I personally think that the media thinking we care about Katie Couric going who knows where is much more ridiculous.
The fact that one drunk, reckless girl goes missing on a random jaunt to a foreign country is nothing to compared to the other countless thousands that have died since her disappearance. Who foots the CNN airtime for all of those dying of disease, hunger, genocide all across the world? Think how many voices were silenced all because this girl and her relatives have hogged the stage. I suppose the Natalee story was so popular because it allowed the major news cycle to jam our sympathy buttons while avoiding anything to real or genuinely disturbing, but at this point the country's just turned from sorrow to "shut it, I don't give a damn".
of course not, pchis.
the other anons got it.
I got it, but what I'm saying is that her occurance IS important.
Our "sympathy buttons" are exactly what need to be jammed. When I hear how thousands of africans are dying from AIDS or how many hundreds of women get raped every minute of the average day, it makes the problem seem huge and unsolvable, and it reverts everyone to a statistic. Natalee is not just one of those random women who go missing, she's a person with family and friends that care deeply for her. All this coverage allows you to really identify with the woman and not the problem. When you see this story you can extrapolate those sad feelings of seeing one woman and thinking "shit, thousands like that..."
It's not the only coverage and after this it won't be another kidnapping story, so I think it's important that we're exposed to this.
"I think it's important that we're exposed to this."
Exactly!

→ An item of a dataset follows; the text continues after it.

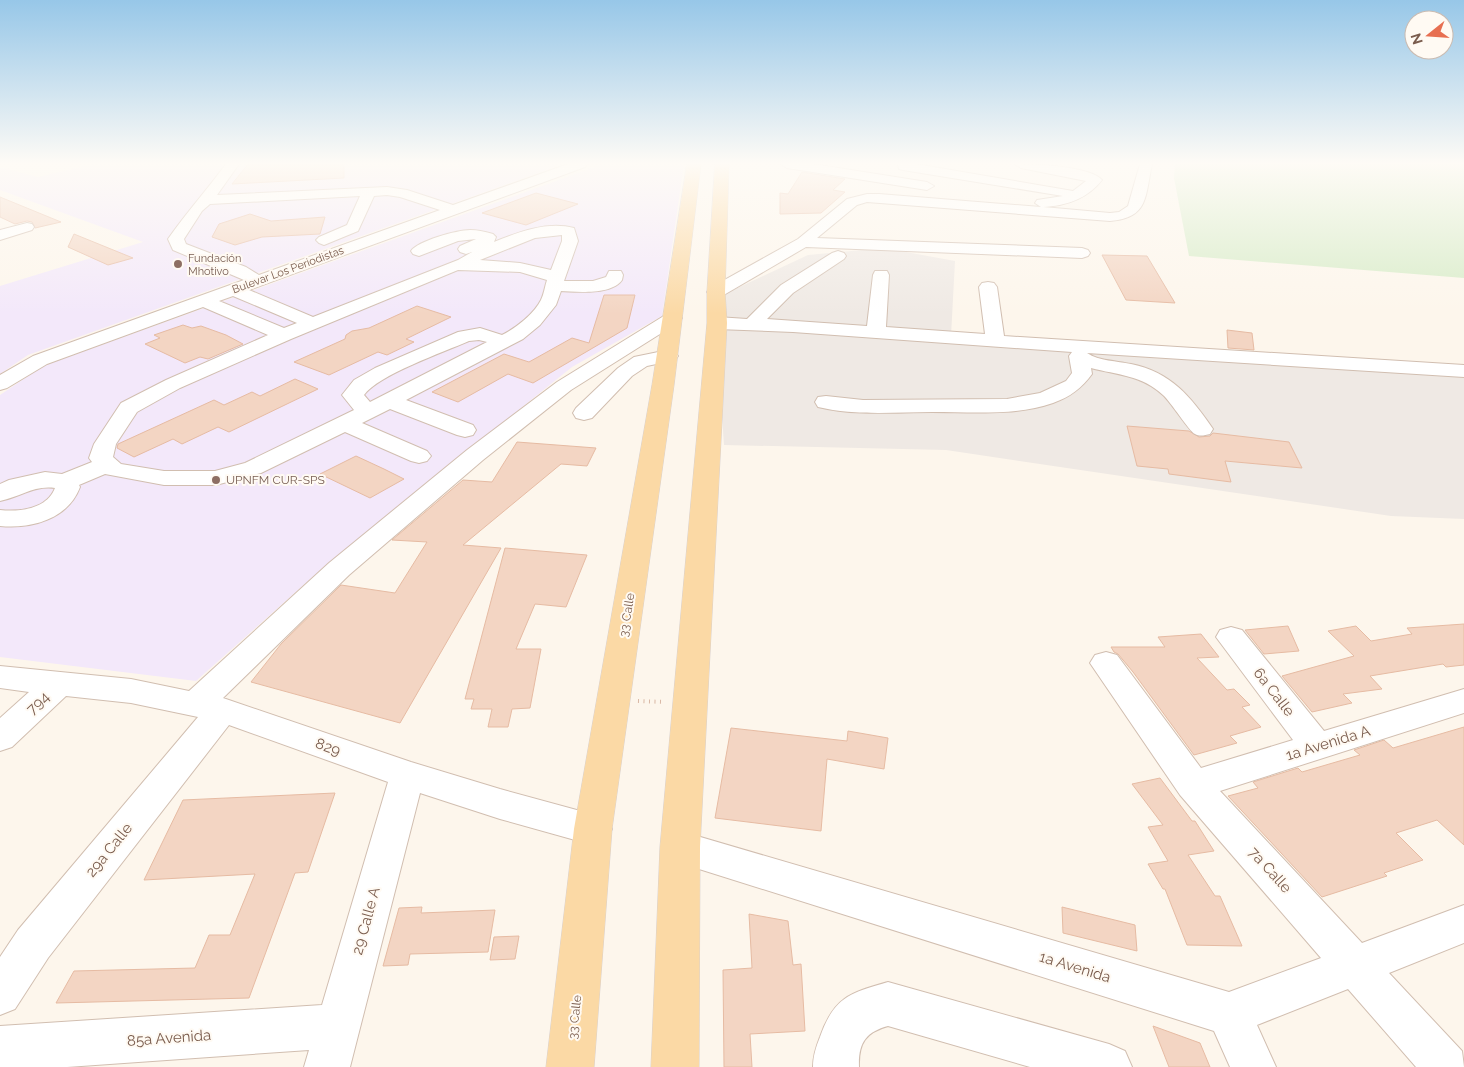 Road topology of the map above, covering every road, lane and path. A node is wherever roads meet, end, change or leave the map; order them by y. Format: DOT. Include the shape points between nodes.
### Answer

So we can get up off of our couches and....oh look, Lost is on....
...speaking of Lost and good tv, did anybody see the episode of 24 last monday?
regardless, this is exactly the point the op was trying to make. ideally, overexposure to a sympathetic situation creates a softer mindset in the audience, open to championing causes. but in practice, the media just juices cases like this because they know enough people will watch and listen, despite the fact nobody will look at the big picture.